Copy, from the data below, every line that has "dead" in it.

Dataset items:
____________

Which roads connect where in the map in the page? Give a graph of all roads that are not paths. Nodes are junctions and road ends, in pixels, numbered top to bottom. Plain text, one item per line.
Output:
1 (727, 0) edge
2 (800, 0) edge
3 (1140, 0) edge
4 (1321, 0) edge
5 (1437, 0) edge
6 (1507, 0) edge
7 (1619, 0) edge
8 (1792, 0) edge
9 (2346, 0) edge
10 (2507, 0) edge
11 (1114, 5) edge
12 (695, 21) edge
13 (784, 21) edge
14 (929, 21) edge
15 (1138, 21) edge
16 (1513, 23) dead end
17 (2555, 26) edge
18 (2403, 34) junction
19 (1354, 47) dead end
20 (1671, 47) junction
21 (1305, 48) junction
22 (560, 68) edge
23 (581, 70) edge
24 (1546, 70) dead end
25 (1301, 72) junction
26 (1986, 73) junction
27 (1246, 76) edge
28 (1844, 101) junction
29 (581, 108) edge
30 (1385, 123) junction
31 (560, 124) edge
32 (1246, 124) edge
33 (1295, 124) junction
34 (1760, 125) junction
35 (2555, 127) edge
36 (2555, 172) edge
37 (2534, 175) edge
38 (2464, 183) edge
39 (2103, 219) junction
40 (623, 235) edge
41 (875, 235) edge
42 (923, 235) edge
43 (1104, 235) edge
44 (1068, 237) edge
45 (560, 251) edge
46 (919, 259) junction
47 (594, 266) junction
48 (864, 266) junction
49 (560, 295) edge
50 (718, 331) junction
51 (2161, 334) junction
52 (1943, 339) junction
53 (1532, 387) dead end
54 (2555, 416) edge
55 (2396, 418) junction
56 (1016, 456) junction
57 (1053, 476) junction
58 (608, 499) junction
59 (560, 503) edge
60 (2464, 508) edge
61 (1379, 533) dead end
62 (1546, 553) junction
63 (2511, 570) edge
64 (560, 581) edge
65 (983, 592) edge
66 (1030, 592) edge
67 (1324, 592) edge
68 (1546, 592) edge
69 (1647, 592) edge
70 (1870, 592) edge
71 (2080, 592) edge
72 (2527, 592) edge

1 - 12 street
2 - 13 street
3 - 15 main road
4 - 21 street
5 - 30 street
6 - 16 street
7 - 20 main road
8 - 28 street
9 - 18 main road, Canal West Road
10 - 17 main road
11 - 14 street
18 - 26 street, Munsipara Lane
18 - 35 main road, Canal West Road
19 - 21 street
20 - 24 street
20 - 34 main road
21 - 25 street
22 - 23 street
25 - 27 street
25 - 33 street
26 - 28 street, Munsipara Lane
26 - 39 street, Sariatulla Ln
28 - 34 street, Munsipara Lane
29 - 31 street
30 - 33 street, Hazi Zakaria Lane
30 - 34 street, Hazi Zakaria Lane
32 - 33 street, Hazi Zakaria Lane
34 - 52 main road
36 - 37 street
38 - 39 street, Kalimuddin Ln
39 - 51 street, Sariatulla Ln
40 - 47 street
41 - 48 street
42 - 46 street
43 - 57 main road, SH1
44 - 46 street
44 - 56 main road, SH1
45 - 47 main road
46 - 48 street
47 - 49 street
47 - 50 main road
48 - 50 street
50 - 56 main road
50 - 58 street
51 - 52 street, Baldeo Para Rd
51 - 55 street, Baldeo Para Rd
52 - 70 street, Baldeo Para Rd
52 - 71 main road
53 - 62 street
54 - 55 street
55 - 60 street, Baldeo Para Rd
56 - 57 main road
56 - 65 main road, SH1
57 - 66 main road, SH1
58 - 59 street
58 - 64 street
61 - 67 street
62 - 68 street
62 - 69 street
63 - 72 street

____________

REPLY TO THE TASK:
16 (1513, 23) dead end
19 (1354, 47) dead end
24 (1546, 70) dead end
53 (1532, 387) dead end
61 (1379, 533) dead end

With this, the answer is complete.